The stars, too, appeared incredibly close. Each star was dazzlingly brilliant, and this made me realize the sky I usually gazed up at in Tokyo appeared so distant.

"Come this way." I was taken to the Hachinohe Book Center, a "town bookstore," which was just launched by Hachinohe City as a public project.

Stepping through the polished glass-walled entrance, I was enveloped in a gentle coffee aroma that wafted through the bookstore. The brightly-colored floor and the high ceiling created a relaxing ambience. The layout of the bookshelves in the large open space allowed customers to freely roam among them without bumping into each other.

The books were not shelved in the order of the author's name in the Japanese syllabary, but according to their theme. There were various thematic categories, such as "Overview," "Think," "World," "How to Live," etc., and I was told that many customers spent hours absorbed in the books.

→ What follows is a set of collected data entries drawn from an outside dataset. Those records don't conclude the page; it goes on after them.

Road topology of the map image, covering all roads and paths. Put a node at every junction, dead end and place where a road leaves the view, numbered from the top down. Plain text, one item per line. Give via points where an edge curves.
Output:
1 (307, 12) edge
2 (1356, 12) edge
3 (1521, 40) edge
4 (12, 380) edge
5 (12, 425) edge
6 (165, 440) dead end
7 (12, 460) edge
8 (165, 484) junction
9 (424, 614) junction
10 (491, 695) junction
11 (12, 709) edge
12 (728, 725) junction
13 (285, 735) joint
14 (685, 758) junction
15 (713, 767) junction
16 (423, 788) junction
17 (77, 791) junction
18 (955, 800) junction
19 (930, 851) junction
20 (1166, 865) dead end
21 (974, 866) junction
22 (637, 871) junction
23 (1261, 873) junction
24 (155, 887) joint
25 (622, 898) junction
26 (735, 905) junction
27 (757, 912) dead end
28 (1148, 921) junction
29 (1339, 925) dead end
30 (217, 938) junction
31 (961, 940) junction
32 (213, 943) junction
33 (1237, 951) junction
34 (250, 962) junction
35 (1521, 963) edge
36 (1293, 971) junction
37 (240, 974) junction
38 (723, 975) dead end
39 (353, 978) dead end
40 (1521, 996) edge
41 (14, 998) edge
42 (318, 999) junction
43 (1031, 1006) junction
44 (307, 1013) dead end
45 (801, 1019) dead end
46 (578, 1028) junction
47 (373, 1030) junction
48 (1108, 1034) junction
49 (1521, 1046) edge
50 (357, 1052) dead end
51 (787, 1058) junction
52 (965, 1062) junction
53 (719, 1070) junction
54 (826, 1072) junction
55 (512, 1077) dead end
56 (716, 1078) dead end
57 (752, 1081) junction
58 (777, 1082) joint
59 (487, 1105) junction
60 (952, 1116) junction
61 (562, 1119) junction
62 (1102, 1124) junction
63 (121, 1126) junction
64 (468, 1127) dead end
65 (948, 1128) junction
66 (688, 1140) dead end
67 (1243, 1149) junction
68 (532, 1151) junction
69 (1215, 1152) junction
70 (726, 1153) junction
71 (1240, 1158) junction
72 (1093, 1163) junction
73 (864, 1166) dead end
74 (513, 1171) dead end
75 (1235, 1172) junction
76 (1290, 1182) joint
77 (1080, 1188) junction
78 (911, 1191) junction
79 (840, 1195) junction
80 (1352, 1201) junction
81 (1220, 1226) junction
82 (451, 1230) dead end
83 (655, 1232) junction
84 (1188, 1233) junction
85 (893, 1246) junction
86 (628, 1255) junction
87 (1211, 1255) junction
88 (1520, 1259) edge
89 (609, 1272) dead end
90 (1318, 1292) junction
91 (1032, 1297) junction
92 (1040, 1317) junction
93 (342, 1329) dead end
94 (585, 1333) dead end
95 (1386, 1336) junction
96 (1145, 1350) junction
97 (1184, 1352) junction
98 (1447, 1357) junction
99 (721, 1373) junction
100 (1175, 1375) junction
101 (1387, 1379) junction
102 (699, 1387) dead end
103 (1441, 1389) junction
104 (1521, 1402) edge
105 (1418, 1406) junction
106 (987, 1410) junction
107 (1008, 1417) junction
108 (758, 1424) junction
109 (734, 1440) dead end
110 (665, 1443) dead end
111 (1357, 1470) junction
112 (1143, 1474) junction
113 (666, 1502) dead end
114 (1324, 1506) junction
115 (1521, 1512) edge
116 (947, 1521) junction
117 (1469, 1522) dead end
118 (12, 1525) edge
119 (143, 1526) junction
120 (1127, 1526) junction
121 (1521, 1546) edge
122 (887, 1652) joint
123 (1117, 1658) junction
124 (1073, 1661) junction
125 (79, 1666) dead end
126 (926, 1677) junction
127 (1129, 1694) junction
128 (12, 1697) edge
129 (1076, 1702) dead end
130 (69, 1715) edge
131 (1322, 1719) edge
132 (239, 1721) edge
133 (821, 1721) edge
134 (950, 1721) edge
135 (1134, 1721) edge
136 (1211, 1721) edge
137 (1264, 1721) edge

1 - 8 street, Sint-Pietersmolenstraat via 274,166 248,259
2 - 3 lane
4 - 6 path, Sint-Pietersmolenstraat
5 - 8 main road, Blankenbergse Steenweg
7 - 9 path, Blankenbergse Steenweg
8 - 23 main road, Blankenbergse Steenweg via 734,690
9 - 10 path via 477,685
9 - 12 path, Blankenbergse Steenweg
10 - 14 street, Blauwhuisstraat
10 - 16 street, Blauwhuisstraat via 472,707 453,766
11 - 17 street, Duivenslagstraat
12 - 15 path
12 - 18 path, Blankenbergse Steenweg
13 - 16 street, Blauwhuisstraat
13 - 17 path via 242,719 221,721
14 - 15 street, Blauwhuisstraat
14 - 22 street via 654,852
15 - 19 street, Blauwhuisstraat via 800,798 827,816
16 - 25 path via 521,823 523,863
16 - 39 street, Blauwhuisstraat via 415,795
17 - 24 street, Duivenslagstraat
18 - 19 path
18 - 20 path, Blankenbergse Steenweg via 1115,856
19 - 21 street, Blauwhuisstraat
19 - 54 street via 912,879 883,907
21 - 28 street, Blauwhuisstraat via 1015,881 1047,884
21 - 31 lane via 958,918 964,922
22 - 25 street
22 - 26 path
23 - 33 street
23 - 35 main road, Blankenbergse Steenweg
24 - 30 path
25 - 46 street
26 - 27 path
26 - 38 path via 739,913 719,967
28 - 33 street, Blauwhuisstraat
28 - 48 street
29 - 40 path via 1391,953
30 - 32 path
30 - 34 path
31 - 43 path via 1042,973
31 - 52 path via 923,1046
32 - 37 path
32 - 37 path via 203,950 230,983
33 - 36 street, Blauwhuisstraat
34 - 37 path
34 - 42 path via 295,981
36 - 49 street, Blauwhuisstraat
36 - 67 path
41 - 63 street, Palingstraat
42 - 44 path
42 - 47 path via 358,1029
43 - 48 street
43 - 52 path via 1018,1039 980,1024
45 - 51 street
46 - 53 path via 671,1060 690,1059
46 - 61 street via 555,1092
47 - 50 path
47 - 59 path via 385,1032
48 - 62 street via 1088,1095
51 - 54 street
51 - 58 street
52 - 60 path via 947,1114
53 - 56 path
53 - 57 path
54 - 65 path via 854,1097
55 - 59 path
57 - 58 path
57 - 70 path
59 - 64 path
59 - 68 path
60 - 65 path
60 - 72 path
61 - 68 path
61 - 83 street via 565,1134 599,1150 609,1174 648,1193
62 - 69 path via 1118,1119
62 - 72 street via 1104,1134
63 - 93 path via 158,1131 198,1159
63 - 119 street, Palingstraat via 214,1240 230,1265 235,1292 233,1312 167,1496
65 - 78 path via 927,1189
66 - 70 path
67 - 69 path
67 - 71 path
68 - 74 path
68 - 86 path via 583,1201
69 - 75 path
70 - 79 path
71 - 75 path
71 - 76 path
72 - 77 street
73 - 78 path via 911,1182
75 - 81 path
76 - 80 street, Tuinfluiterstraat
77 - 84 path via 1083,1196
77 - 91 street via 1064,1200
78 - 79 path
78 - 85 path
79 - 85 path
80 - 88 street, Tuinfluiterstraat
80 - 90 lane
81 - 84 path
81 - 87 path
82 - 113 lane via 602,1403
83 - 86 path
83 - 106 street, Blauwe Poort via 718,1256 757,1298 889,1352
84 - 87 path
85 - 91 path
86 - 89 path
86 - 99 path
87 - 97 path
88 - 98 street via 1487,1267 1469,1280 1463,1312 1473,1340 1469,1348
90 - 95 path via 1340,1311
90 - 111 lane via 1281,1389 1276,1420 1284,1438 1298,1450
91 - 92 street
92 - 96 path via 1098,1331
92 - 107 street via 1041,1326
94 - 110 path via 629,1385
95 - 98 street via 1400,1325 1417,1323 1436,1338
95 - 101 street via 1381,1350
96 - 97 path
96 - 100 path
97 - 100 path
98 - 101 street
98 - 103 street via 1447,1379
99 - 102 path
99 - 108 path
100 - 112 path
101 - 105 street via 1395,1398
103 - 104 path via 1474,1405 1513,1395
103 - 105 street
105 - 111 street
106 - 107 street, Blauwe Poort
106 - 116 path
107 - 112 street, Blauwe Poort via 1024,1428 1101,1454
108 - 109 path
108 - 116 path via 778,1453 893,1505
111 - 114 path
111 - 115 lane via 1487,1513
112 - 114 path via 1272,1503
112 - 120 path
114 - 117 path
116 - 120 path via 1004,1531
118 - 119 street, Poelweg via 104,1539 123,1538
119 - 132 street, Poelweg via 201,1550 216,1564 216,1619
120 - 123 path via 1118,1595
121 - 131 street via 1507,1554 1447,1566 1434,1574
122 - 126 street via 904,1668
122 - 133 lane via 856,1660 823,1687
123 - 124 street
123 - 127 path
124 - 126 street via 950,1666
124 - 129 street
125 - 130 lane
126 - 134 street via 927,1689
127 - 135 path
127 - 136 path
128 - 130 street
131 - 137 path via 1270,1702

The most important characteristic of this store is that browsing is not banned; on the contrary, customers can sit on the chairs and sofas placed among the bookshelves and read books before purchasing them. Furthermore, there are coffee cup holders on the arms of the chairs and sofas, allowing visitors to enjoy a drink while reading. The bookstore offers not just a place to relax and read books. I was fascinated by the fact that there were also a facility for book club meetings and "confinement booths" perfect for people who wish to concentrate on their writing.

But the thing that excited me the most was the hammocks.

As I like riding on a swing above all others on the playground, I have always dreamed of spending all day gently swaying in a hammock. But, I do not very often come across a hammock.

However, there was a space where visitors can read while relaxing in a hammock at the Hachinohe Book Center.

Moreover, all visitors of the bookstore can use the hammocks whenever they were available.

Needless to say, I happily got into one.

It felt great!

I thought about how happy I would be if I could read a favorite novel while swaying gently in a hammock. But I bet I will doze off half way through the novel.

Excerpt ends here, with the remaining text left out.